[DATA Boundary: Start]

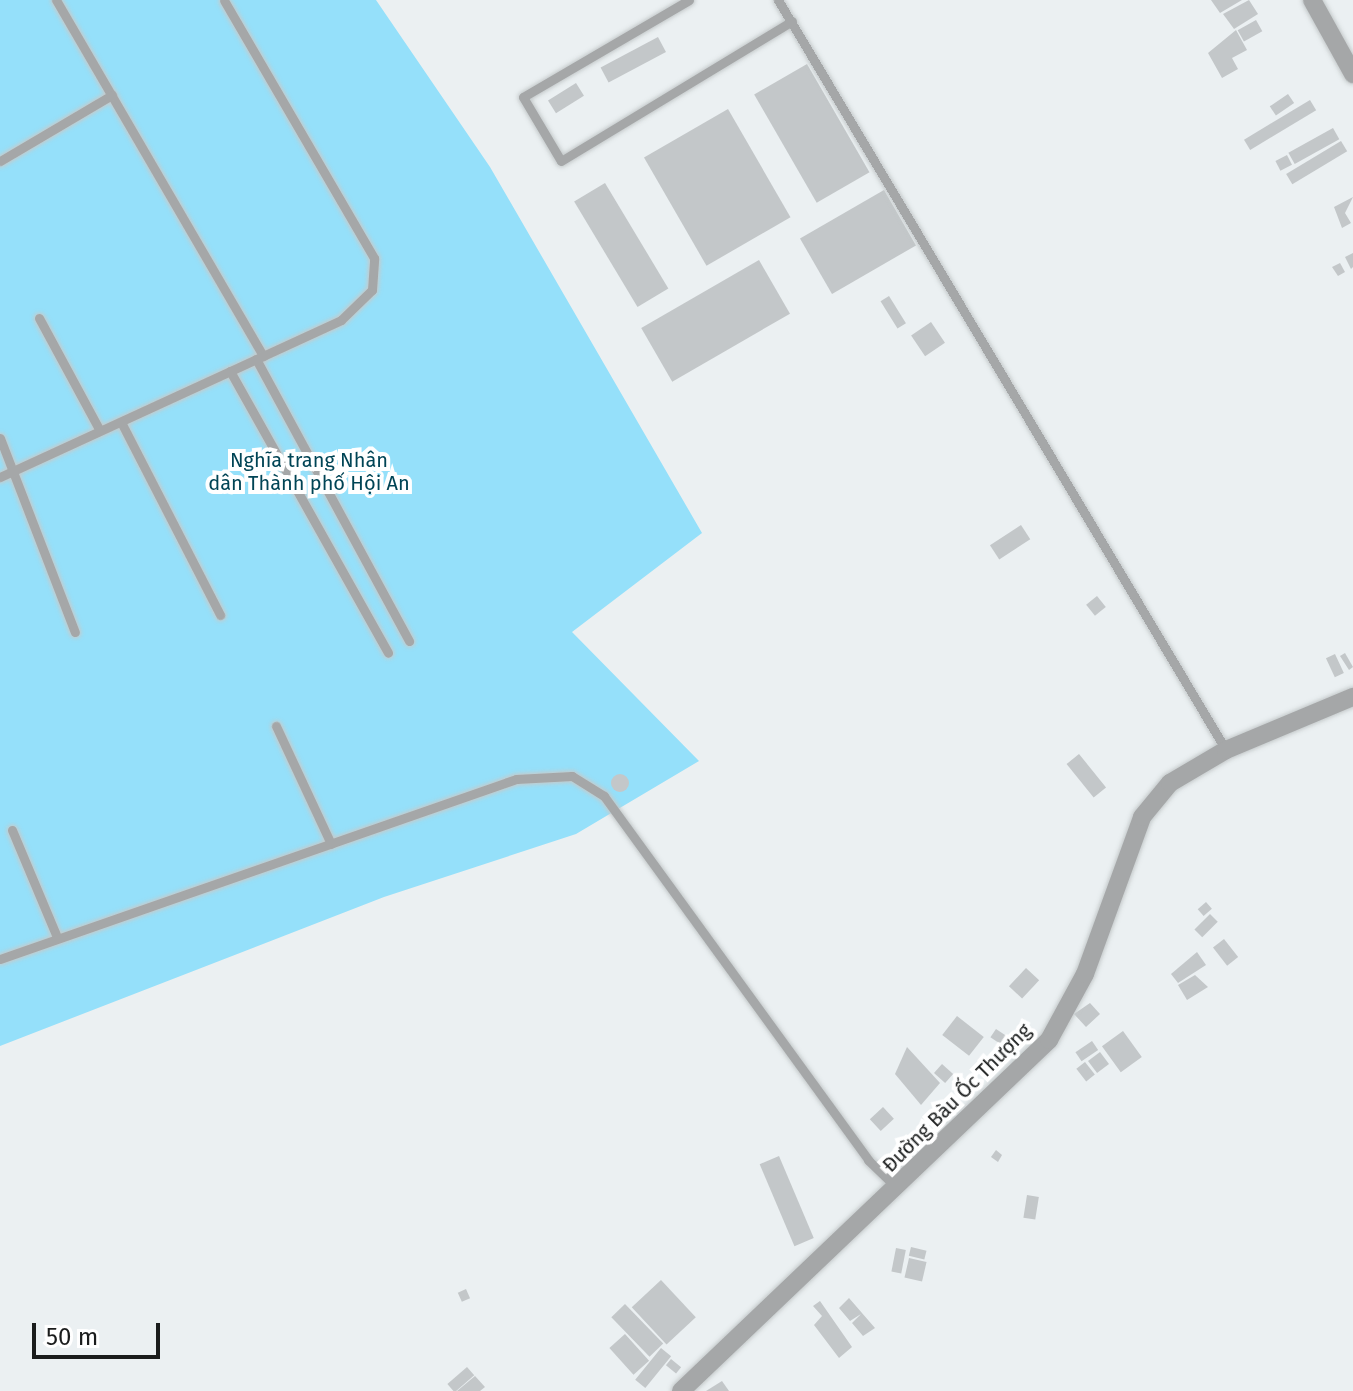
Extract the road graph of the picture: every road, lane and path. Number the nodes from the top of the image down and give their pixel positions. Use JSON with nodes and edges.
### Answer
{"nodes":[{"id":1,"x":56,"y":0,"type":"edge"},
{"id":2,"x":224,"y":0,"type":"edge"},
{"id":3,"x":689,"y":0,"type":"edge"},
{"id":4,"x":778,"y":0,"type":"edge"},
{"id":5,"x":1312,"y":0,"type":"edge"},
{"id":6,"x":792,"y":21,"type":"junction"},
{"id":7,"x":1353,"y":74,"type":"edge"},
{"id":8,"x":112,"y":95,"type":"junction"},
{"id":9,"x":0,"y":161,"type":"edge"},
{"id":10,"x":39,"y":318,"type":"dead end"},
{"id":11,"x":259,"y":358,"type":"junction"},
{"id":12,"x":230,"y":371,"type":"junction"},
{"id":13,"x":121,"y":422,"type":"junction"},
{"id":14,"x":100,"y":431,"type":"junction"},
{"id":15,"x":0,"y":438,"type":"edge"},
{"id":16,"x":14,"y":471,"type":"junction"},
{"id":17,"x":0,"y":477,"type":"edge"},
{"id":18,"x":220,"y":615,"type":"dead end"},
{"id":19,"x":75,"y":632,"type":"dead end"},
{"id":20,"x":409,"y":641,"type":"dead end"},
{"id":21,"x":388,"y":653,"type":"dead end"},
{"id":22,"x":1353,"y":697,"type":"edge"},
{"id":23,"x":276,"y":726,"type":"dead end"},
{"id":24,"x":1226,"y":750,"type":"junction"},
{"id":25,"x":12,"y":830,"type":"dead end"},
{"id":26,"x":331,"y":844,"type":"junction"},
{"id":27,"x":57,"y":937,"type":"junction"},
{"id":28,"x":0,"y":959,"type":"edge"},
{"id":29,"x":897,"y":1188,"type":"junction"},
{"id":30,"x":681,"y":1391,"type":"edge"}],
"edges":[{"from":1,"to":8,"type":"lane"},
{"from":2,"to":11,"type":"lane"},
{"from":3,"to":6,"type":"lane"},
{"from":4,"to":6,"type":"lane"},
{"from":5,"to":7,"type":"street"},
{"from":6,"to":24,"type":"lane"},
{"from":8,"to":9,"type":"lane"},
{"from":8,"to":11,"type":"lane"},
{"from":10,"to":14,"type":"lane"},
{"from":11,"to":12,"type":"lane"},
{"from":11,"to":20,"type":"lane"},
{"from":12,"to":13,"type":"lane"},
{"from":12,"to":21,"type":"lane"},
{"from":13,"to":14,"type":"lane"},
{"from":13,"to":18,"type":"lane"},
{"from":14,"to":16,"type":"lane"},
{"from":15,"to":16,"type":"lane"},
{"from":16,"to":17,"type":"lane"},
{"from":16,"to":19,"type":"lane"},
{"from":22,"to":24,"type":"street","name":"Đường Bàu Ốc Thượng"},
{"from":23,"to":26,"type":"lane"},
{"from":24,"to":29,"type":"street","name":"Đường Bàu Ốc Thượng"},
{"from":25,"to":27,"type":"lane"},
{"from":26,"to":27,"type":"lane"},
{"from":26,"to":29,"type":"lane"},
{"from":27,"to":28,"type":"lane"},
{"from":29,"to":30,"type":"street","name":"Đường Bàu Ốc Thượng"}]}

[DATA Boundary: End]

— TRY IT —
What belongs in the answer is each line above, reproduced exactly, and no picture.

— RESPONSE TO THIS TASK —
Extract the road graph of the picture: every road, lane and path. Number the nodes from the top of the image down and give their pixel positions. Use JSON with nodes and edges.
### Answer
{"nodes":[{"id":1,"x":56,"y":0,"type":"edge"},
{"id":2,"x":224,"y":0,"type":"edge"},
{"id":3,"x":689,"y":0,"type":"edge"},
{"id":4,"x":778,"y":0,"type":"edge"},
{"id":5,"x":1312,"y":0,"type":"edge"},
{"id":6,"x":792,"y":21,"type":"junction"},
{"id":7,"x":1353,"y":74,"type":"edge"},
{"id":8,"x":112,"y":95,"type":"junction"},
{"id":9,"x":0,"y":161,"type":"edge"},
{"id":10,"x":39,"y":318,"type":"dead end"},
{"id":11,"x":259,"y":358,"type":"junction"},
{"id":12,"x":230,"y":371,"type":"junction"},
{"id":13,"x":121,"y":422,"type":"junction"},
{"id":14,"x":100,"y":431,"type":"junction"},
{"id":15,"x":0,"y":438,"type":"edge"},
{"id":16,"x":14,"y":471,"type":"junction"},
{"id":17,"x":0,"y":477,"type":"edge"},
{"id":18,"x":220,"y":615,"type":"dead end"},
{"id":19,"x":75,"y":632,"type":"dead end"},
{"id":20,"x":409,"y":641,"type":"dead end"},
{"id":21,"x":388,"y":653,"type":"dead end"},
{"id":22,"x":1353,"y":697,"type":"edge"},
{"id":23,"x":276,"y":726,"type":"dead end"},
{"id":24,"x":1226,"y":750,"type":"junction"},
{"id":25,"x":12,"y":830,"type":"dead end"},
{"id":26,"x":331,"y":844,"type":"junction"},
{"id":27,"x":57,"y":937,"type":"junction"},
{"id":28,"x":0,"y":959,"type":"edge"},
{"id":29,"x":897,"y":1188,"type":"junction"},
{"id":30,"x":681,"y":1391,"type":"edge"}],
"edges":[{"from":1,"to":8,"type":"lane"},
{"from":2,"to":11,"type":"lane"},
{"from":3,"to":6,"type":"lane"},
{"from":4,"to":6,"type":"lane"},
{"from":5,"to":7,"type":"street"},
{"from":6,"to":24,"type":"lane"},
{"from":8,"to":9,"type":"lane"},
{"from":8,"to":11,"type":"lane"},
{"from":10,"to":14,"type":"lane"},
{"from":11,"to":12,"type":"lane"},
{"from":11,"to":20,"type":"lane"},
{"from":12,"to":13,"type":"lane"},
{"from":12,"to":21,"type":"lane"},
{"from":13,"to":14,"type":"lane"},
{"from":13,"to":18,"type":"lane"},
{"from":14,"to":16,"type":"lane"},
{"from":15,"to":16,"type":"lane"},
{"from":16,"to":17,"type":"lane"},
{"from":16,"to":19,"type":"lane"},
{"from":22,"to":24,"type":"street","name":"Đường Bàu Ốc Thượng"},
{"from":23,"to":26,"type":"lane"},
{"from":24,"to":29,"type":"street","name":"Đường Bàu Ốc Thượng"},
{"from":25,"to":27,"type":"lane"},
{"from":26,"to":27,"type":"lane"},
{"from":26,"to":29,"type":"lane"},
{"from":27,"to":28,"type":"lane"},
{"from":29,"to":30,"type":"street","name":"Đường Bàu Ốc Thượng"}]}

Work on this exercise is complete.